On Christmas Day, December 25, 1917, Ethel Plummer married Norman Jacobsen. The wedding took place in Hackensack, New Jersey.
After the war Norman Jacobsen traveled to France without his wife and lived in Paris, where he became interested in traditional marionette puppetry.
On April 18, 1923 Ethel Plummer's father, Roswell Plummer, died at the age of seventy-two.
In 1923 Ethel Plummer Jacobsen traveled to France to visit her husband and to study at an art school. After several months she returned to the USA on her own, after which time her marriage ended.
Ethel Plummer was the first woman artist published in The New Yorker Magazine. Her work appeared in the premiere issue in 1925. She also contributed illustrations to Vogue, Shadowlands, and Scribner's Magazine.
During the roaring twenties she created covers and story illustrations for pulp magazines, such as Droll Stories, Saucy Stories, 10-Story Book, and Young's Realistic Magazine.
In 1926 Ethel Plummer lived with her widowed mother at 305 Broadway, on Duane Street, three blocks north of City Hall.
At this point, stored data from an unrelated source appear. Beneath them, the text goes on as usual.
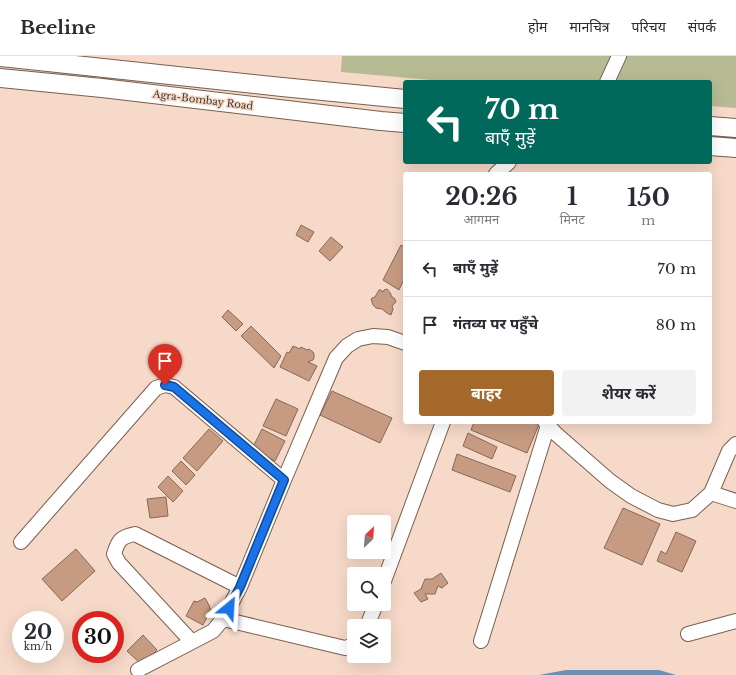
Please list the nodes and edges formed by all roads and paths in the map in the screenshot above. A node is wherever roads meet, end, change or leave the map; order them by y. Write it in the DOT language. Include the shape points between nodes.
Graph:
graph roads {
  1 [pos="619,56"];
  2 [pos="0,57"];
  3 [pos="0,78"];
  4 [pos="608,80"];
  5 [pos="403,99"];
  6 [pos="403,123"];
  7 [pos="712,126"];
  8 [pos="736,128"];
  9 [pos="712,146"];
  10 [pos="736,148"];
  11 [pos="507,164"];
  12 [pos="498,172"];
  13 [pos="403,342"];
  14 [pos="442,424"];
  15 [pos="546,424"];
  16 [pos="736,444"];
  17 [pos="284,480"];
  18 [pos="711,493"];
  19 [pos="736,501"];
  20 [pos="21,542"];
  21 [pos="389,567"];
  22 [pos="240,587"];
  23 [pos="223,619"];
  24 [pos="736,621"];
  25 [pos="688,634"];
  26 [pos="481,641"];
  27 [pos="192,642"];
  28 [pos="347,647"];
  29 [pos="138,670"];
  1 -- 4 [label="street"];
  2 -- 5 [label="main road, Agra-Bombay Road"];
  3 -- 6 [label="main road, Agra-Bombay Road"];
  7 -- 8 [label="main road"];
  9 -- 10 [label="main road"];
  11 -- 12 [label="street"];
  13 -- 17 [label="street" via="388,337 373,336 347,346 336,358"];
  14 -- 21 [label="street"];
  15 -- 18 [label="street" via="610,481 658,510 673,514 692,510"];
  15 -- 26 [label="street"];
  16 -- 18 [label="street" via="729,451"];
  17 -- 20 [label="street" via="174,387 165,385 156,388"];
  17 -- 22 [label="street"];
  18 -- 19 [label="street"];
  22 -- 23 [label="street"];
  22 -- 27 [label="street" via="135,534 117,542 114,554 119,563"];
  23 -- 27 [label="street" via="213,631"];
  23 -- 28 [label="street"];
  24 -- 25 [label="street"];
  27 -- 29 [label="street"];
}
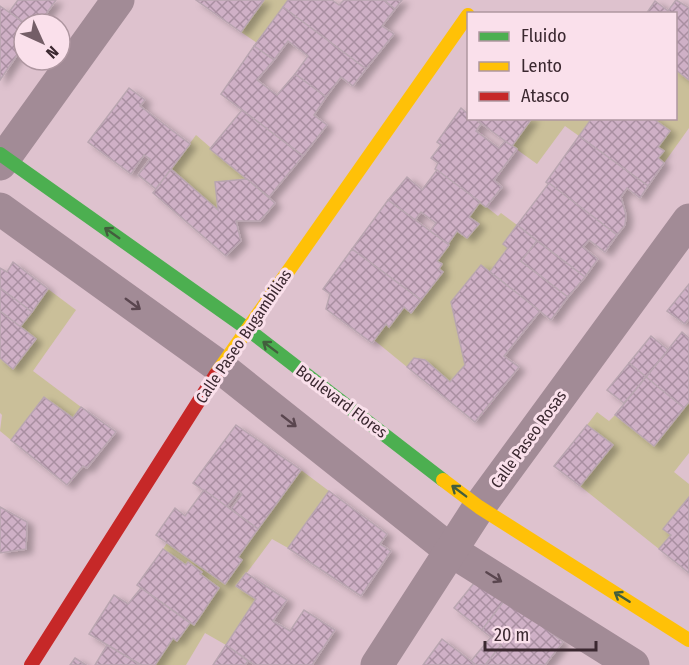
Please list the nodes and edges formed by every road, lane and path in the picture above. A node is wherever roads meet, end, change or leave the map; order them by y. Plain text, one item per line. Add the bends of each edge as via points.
1 (118, 0) edge
2 (467, 17) edge
3 (1, 158) edge
4 (0, 209) edge
5 (689, 220) edge
6 (246, 328) junction
7 (220, 367) junction
8 (479, 507) junction
9 (450, 550) junction
10 (689, 640) edge
11 (31, 665) edge
12 (377, 665) edge
13 (633, 665) edge

1 - 3 street
2 - 6 street, Calle Paseo Bugambilias
6 -> 3 street, Boulevard Flores
4 -> 7 street
5 - 8 street, Calle Paseo Rosas
6 - 7 street, Calle Paseo Bugambilias
8 -> 6 street, Boulevard Flores
7 -> 9 street
7 - 11 street, Calle Paseo Bugambilias
8 - 9 street, Calle Paseo Rosas
10 -> 8 street, Boulevard Flores
9 - 12 street, Calle Paseo Rosas
9 -> 13 street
They also owned a cottage in Westport, Connecticut, a community that attracted many celebrated artists, such as William Glackens (1870-1938), Harold Von Schmidt (1893-1982), Steven Dohanos (1907-1994), and F. Scott Fitzgerald (1896-1940).
On August 16, 1929 nationwide newspapers reported a scandalous scene of domestic discord. Following several weeks of surveillance by private investigators, the neglected wife of the millionaire Colonel Frederick Humphreys sent police in the early morning hours to Ethel Plummer's cottage in Westport Connecticut to serve Colonel Humphreys with an arrest warrant for unfaithfulness to his marriage vows. According to the artist,"The whole thing is ridiculous. Colonel Humphreys was here as my house guest. My mother is here and this is my home. We were both dressed when the officers came to the door and demanded entrance."
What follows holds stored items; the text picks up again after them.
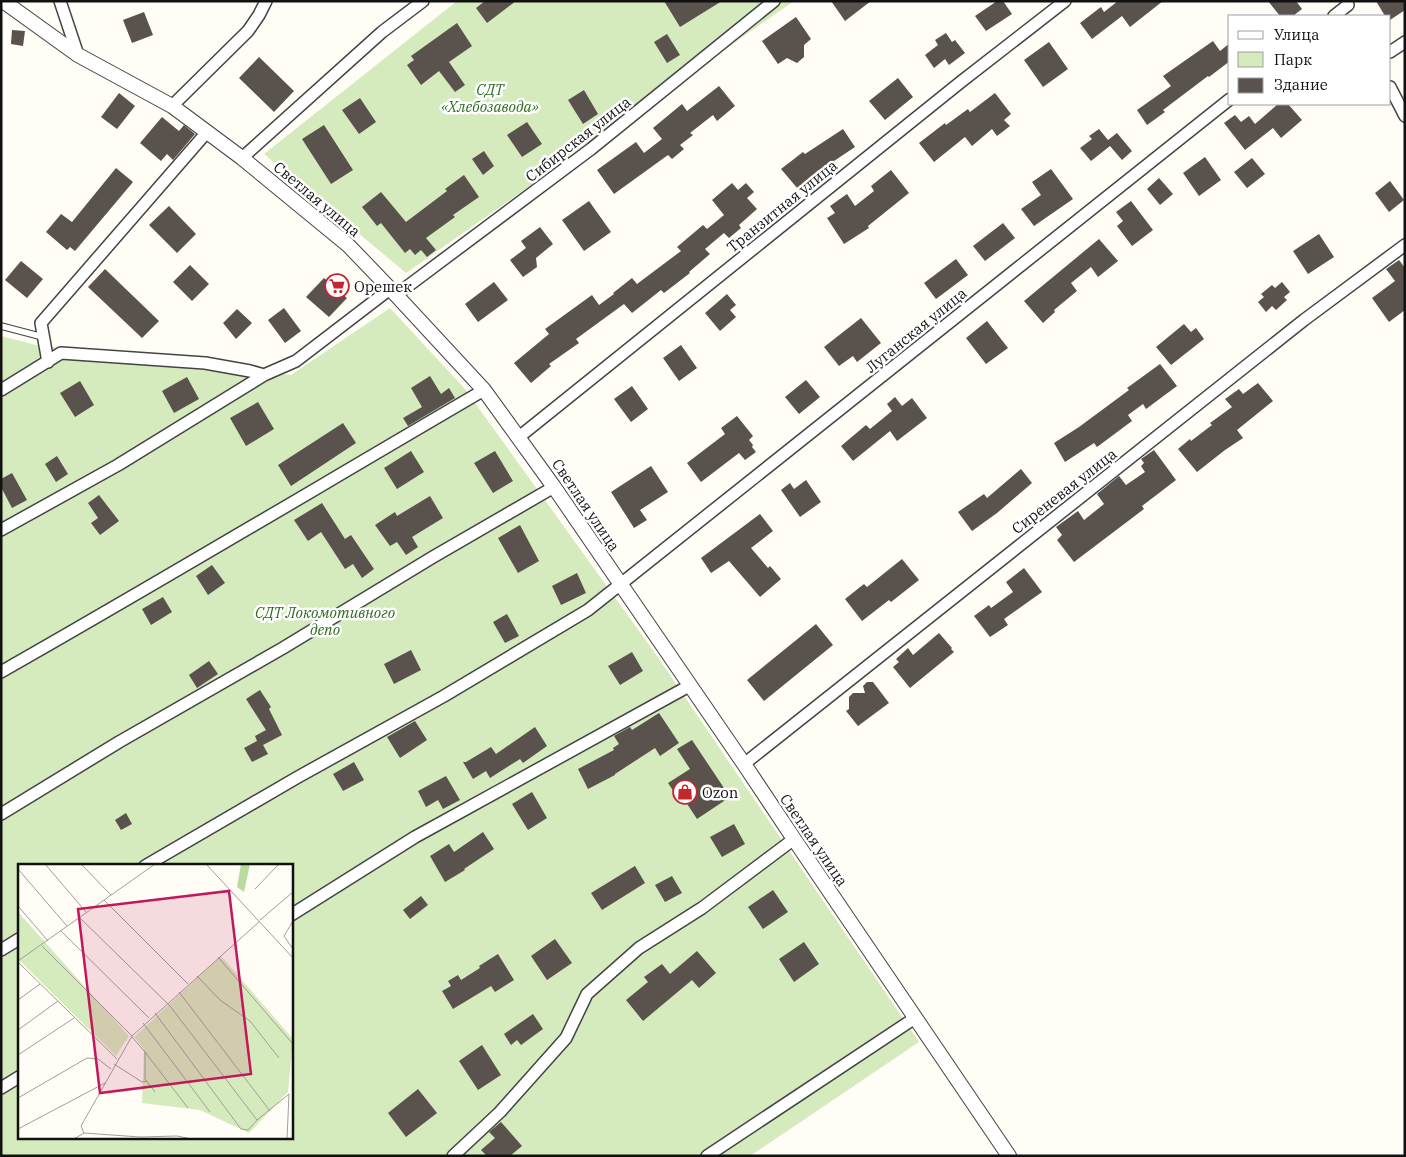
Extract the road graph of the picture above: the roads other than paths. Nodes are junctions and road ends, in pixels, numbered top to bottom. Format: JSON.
{"nodes":[{"id":1,"x":3,"y":1,"type":"edge"},
{"id":2,"x":60,"y":1,"type":"edge"},
{"id":3,"x":266,"y":1,"type":"edge"},
{"id":4,"x":423,"y":1,"type":"edge"},
{"id":5,"x":774,"y":1,"type":"edge"},
{"id":6,"x":1066,"y":1,"type":"edge"},
{"id":7,"x":1347,"y":3,"type":"edge"},
{"id":8,"x":1335,"y":15,"type":"edge"},
{"id":9,"x":1353,"y":15,"type":"edge"},
{"id":10,"x":1405,"y":42,"type":"edge"},
{"id":11,"x":1391,"y":51,"type":"edge"},
{"id":12,"x":78,"y":55,"type":"junction"},
{"id":13,"x":1391,"y":89,"type":"edge"},
{"id":14,"x":1228,"y":101,"type":"edge"},
{"id":15,"x":172,"y":106,"type":"junction"},
{"id":16,"x":1405,"y":116,"type":"edge"},
{"id":17,"x":208,"y":132,"type":"junction"},
{"id":18,"x":242,"y":158,"type":"junction"},
{"id":19,"x":1405,"y":245,"type":"edge"},
{"id":20,"x":393,"y":292,"type":"junction"},
{"id":21,"x":1,"y":326,"type":"edge"},
{"id":22,"x":44,"y":337,"type":"junction"},
{"id":23,"x":48,"y":362,"type":"junction"},
{"id":24,"x":264,"y":375,"type":"junction"},
{"id":25,"x":1,"y":390,"type":"edge"},
{"id":26,"x":484,"y":390,"type":"junction"},
{"id":27,"x":519,"y":437,"type":"junction"},
{"id":28,"x":554,"y":487,"type":"junction"},
{"id":29,"x":1,"y":530,"type":"edge"},
{"id":30,"x":621,"y":585,"type":"junction"},
{"id":31,"x":1,"y":672,"type":"edge"},
{"id":32,"x":689,"y":686,"type":"junction"},
{"id":33,"x":744,"y":764,"type":"junction"},
{"id":34,"x":1,"y":814,"type":"edge"},
{"id":35,"x":794,"y":839,"type":"junction"},
{"id":36,"x":148,"y":864,"type":"edge"},
{"id":37,"x":292,"y":914,"type":"edge"},
{"id":38,"x":18,"y":940,"type":"edge"},
{"id":39,"x":1,"y":950,"type":"edge"},
{"id":40,"x":915,"y":1018,"type":"junction"},
{"id":41,"x":18,"y":1078,"type":"edge"},
{"id":42,"x":1,"y":1088,"type":"edge"},
{"id":43,"x":453,"y":1156,"type":"edge"},
{"id":44,"x":707,"y":1156,"type":"edge"},
{"id":45,"x":1009,"y":1156,"type":"edge"}],
"edges":[{"from":1,"to":12,"type":"street","name":"Светлая улица"},
{"from":2,"to":12,"type":"street"},
{"from":3,"to":15,"type":"street"},
{"from":4,"to":18,"type":"street"},
{"from":5,"to":20,"type":"street","name":"Сибирская улица"},
{"from":6,"to":27,"type":"street","name":"Транзитная улица"},
{"from":7,"to":8,"type":"street"},
{"from":7,"to":9,"type":"street"},
{"from":10,"to":11,"type":"street"},
{"from":12,"to":15,"type":"street","name":"Светлая улица"},
{"from":13,"to":16,"type":"street"},
{"from":14,"to":30,"type":"street","name":"Луганская улица"},
{"from":15,"to":17,"type":"street","name":"Светлая улица"},
{"from":17,"to":18,"type":"street","name":"Светлая улица"},
{"from":17,"to":22,"type":"street"},
{"from":18,"to":20,"type":"street","name":"Светлая улица"},
{"from":19,"to":33,"type":"street","name":"Сиреневая улица"},
{"from":20,"to":24,"type":"street","name":"Сибирская улица"},
{"from":20,"to":26,"type":"street","name":"Светлая улица"},
{"from":21,"to":22,"type":"lane"},
{"from":22,"to":23,"type":"street"},
{"from":23,"to":24,"type":"street"},
{"from":23,"to":25,"type":"street"},
{"from":24,"to":29,"type":"street","name":"Сибирская улица"},
{"from":26,"to":27,"type":"street","name":"Светлая улица"},
{"from":26,"to":31,"type":"street"},
{"from":27,"to":28,"type":"street","name":"Светлая улица"},
{"from":28,"to":30,"type":"street","name":"Светлая улица"},
{"from":28,"to":34,"type":"street"},
{"from":30,"to":32,"type":"street","name":"Светлая улица"},
{"from":30,"to":36,"type":"street","name":"Луганская улица"},
{"from":32,"to":33,"type":"street","name":"Светлая улица"},
{"from":32,"to":37,"type":"street"},
{"from":33,"to":35,"type":"street","name":"Светлая улица"},
{"from":35,"to":40,"type":"street","name":"Светлая улица"},
{"from":35,"to":43,"type":"street"},
{"from":38,"to":39,"type":"street"},
{"from":40,"to":44,"type":"street"},
{"from":40,"to":45,"type":"street","name":"Светлая улица"},
{"from":41,"to":42,"type":"street"}]}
Colonel Frederic Erastus Humphreys (1883-1941) was born September 16, 1883 in Summit, New Jersey, heir to a prosperous family of manufacturers of tapestries and patent medicines. He was a graduate of West Point and associate of the Wright Brothers. He had served with distinction in the Great War at the rank of Major, and afterwards became Commander of the 102nd Engineers Regiment of the New York National Guard. His mother was the wife of the American Consul at Munich. His sister was the Baroness Hans Heinrich von Wolf of South Africa. His estranged wife, Myrtle Lee Humphreys, was born in 1883 in Jonesboro, Arkansas. She instituted divorce proceedings and demanded a monthly alimony of $7,700 and ownership of their Manhattan townhouse at 41 Riverside Drive.
In the aftermath of this spiteful divorce, Ethel Plummer amicably divorced her estranged husband, Norman Jacobsen, who had been living in Paris, France, since 1924. After his divorce he married Francis Sybil Victoria Sutton-Vane. She was born in 1899 in England, and was the daughter of Frank Sutton-Vane (1847-1913), an English playwright. Her older brother, Vane Sutton-Vane (1888-1963) was also an English playwright. Over the subsequent decades Norman Jacobsen, his wife and their son Joseph Jacobsen lived a Bohemian life in Russia, Manchuria, Casablanca, Majorca during the Spanish Civil War. They eventually settled in California.
In 1930 Ethel Plummer lived with her mother at 21 East 10th Street, which was a residency hotel in Greenwich Village.
In 1931 she married Frederick Humphreys in New Jersey.
Ethel McClellan Plummer Jacobsen Humphreys died at home from a cerebral hemorrhage at the age of fifty-eight on October 31, 1936. Her obituary in The New York Times identified her as the wife of Colonel Frederick Humphreys.
Five years later her mother, and life long companion, Eliza Plummer, died at the age of eighty-six on February 9, 1942.